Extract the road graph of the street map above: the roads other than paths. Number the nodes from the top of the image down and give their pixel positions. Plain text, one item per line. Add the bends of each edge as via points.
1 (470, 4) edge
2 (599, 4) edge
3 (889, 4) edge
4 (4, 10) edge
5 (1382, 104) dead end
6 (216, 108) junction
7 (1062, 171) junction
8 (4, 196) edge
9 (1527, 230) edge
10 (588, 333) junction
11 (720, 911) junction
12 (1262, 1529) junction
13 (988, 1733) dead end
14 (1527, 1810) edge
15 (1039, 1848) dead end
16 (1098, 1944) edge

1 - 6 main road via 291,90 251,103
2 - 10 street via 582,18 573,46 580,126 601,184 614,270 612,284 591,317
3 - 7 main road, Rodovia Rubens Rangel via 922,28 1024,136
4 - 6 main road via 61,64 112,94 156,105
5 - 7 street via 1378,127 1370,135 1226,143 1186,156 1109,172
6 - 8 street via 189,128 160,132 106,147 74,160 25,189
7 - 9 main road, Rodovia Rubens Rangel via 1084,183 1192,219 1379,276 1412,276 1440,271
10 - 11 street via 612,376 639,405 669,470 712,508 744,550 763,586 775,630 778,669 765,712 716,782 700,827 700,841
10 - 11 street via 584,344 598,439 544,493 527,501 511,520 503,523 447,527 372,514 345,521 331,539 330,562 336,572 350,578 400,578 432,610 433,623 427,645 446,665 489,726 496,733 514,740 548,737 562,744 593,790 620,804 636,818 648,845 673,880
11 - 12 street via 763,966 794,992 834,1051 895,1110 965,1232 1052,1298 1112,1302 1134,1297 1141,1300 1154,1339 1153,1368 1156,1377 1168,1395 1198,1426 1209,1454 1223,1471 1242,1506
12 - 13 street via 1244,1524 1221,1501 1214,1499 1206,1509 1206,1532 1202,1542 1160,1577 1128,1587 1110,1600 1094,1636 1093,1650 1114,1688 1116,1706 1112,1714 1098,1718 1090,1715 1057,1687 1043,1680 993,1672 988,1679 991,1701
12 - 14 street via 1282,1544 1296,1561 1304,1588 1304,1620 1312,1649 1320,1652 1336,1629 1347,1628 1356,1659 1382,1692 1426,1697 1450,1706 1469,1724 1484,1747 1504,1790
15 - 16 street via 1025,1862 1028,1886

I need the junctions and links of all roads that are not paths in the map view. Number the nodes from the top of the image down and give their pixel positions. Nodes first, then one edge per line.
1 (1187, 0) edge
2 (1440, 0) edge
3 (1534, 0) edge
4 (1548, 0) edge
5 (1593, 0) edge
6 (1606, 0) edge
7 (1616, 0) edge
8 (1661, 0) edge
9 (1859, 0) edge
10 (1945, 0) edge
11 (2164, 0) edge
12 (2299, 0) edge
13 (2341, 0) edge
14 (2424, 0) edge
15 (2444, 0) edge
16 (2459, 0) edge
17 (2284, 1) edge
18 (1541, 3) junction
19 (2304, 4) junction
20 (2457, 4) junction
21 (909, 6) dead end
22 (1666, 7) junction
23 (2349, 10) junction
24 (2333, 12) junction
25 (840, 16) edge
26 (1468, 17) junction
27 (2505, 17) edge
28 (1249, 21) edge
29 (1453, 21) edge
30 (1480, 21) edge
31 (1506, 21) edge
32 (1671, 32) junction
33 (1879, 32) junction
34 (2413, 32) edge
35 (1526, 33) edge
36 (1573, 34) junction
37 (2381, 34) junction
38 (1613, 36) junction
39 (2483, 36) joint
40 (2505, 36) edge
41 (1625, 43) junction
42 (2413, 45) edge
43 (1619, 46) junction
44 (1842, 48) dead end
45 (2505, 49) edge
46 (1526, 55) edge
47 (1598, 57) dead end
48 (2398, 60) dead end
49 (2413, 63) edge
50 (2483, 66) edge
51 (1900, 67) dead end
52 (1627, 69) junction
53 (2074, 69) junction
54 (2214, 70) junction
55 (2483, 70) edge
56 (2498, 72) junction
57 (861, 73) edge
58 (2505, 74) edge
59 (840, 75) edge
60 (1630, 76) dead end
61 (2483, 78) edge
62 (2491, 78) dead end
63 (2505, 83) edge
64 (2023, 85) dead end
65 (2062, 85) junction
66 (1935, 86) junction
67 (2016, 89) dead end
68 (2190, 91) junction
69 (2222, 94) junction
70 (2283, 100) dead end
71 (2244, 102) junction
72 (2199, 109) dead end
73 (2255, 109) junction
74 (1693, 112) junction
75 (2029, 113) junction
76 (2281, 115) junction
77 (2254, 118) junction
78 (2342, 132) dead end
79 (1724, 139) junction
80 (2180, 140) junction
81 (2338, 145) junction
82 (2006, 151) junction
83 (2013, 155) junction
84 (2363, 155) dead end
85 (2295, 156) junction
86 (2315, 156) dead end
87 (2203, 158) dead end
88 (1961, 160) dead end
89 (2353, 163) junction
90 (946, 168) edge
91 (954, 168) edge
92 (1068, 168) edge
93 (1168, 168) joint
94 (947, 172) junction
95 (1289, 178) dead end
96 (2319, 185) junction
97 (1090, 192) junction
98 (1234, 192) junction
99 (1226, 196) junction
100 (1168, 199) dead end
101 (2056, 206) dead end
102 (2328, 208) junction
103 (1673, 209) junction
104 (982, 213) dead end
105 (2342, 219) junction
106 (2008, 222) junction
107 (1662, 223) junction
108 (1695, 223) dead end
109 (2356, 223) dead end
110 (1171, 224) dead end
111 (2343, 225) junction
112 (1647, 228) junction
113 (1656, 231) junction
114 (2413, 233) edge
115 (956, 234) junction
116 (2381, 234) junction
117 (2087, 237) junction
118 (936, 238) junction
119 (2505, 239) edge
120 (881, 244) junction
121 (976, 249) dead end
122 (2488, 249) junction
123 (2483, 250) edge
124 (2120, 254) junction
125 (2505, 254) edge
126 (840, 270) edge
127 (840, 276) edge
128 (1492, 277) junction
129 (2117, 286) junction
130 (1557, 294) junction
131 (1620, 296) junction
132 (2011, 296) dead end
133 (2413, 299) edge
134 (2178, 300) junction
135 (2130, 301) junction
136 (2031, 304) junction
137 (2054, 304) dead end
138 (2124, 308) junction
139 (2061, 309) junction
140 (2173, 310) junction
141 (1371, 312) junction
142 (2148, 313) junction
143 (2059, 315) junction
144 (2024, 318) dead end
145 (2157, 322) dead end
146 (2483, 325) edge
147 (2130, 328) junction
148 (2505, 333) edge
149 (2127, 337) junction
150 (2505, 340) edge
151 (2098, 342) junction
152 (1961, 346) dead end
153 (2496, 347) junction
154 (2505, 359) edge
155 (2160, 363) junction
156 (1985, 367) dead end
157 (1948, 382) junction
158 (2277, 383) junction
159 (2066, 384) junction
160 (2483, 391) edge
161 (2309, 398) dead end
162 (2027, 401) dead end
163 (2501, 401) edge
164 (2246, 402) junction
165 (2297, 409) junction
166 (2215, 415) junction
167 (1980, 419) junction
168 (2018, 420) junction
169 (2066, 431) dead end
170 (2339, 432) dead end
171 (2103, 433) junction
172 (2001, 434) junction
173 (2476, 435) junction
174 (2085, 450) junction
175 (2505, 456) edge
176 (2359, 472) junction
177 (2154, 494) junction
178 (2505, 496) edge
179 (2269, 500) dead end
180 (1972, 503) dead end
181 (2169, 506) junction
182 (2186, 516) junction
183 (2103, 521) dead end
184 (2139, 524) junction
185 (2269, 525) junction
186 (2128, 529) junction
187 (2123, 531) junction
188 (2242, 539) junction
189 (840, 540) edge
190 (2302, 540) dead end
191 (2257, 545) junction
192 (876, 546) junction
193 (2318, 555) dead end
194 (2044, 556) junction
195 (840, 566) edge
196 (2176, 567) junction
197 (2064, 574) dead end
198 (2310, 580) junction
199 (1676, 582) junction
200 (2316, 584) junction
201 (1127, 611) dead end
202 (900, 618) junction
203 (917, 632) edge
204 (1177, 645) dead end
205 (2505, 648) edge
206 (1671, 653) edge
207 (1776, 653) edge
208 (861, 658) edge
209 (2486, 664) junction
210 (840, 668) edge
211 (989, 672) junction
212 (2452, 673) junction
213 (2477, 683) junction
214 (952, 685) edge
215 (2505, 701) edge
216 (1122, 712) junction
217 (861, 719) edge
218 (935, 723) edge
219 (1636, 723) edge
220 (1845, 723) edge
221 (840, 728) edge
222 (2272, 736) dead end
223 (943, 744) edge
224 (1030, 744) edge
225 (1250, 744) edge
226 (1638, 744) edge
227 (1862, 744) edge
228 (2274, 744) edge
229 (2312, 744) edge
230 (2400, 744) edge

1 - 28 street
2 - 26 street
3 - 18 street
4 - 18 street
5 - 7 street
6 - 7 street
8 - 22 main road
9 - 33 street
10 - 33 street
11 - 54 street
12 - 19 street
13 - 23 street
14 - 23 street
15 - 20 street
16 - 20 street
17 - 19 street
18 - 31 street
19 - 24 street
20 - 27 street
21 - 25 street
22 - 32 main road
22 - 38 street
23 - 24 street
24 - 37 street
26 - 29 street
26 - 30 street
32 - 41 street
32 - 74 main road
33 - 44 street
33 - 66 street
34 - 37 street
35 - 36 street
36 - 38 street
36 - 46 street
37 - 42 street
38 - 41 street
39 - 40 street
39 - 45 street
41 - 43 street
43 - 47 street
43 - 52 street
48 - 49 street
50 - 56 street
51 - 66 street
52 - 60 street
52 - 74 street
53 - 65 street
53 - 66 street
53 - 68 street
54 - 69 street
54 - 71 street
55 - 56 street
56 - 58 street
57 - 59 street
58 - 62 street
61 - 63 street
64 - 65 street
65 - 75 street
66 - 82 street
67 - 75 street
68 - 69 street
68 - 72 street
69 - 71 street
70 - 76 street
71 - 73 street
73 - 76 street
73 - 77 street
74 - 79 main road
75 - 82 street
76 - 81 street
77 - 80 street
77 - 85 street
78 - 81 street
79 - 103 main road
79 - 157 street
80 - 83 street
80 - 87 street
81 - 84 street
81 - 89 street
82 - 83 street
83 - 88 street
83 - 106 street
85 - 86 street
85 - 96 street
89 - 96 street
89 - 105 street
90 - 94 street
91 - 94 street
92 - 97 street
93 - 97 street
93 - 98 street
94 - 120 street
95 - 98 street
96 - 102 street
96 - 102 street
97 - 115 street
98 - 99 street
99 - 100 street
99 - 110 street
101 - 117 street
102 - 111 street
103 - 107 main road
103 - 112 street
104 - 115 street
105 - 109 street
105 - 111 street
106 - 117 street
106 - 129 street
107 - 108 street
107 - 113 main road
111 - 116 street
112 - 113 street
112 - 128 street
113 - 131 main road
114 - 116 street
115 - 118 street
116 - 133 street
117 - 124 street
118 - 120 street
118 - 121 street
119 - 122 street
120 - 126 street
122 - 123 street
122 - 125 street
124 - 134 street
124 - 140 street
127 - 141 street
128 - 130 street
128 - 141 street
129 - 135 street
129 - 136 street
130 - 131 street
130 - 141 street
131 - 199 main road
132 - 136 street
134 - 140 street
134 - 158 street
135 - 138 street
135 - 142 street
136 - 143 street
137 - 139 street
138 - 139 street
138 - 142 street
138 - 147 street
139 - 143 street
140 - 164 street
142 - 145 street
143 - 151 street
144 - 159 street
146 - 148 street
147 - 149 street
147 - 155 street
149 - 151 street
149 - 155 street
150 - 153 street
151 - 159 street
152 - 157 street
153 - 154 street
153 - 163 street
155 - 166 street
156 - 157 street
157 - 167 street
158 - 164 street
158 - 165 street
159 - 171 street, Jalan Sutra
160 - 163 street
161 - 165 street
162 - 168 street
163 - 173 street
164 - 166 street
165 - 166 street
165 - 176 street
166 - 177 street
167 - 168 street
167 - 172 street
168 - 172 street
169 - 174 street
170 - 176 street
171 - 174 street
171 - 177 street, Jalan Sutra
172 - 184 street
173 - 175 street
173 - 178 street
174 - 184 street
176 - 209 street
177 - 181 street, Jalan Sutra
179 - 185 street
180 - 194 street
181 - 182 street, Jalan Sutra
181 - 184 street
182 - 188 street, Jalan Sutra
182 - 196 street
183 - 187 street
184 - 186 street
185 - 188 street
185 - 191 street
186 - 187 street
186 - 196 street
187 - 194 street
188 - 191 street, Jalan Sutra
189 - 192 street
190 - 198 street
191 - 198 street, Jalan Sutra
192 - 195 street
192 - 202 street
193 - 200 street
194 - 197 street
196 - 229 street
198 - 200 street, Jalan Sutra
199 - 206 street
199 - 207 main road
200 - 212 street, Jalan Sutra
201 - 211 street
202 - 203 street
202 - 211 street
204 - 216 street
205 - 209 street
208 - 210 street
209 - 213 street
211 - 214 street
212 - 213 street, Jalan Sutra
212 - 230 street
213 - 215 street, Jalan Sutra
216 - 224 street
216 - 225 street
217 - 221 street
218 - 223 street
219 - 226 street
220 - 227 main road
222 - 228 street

Exercise prompt:
When a line of the records holds the word "Rangel", copy that line.

Answer below:
3 - 7 main road, Rodovia Rubens Rangel via 922,28 1024,136
7 - 9 main road, Rodovia Rubens Rangel via 1084,183 1192,219 1379,276 1412,276 1440,271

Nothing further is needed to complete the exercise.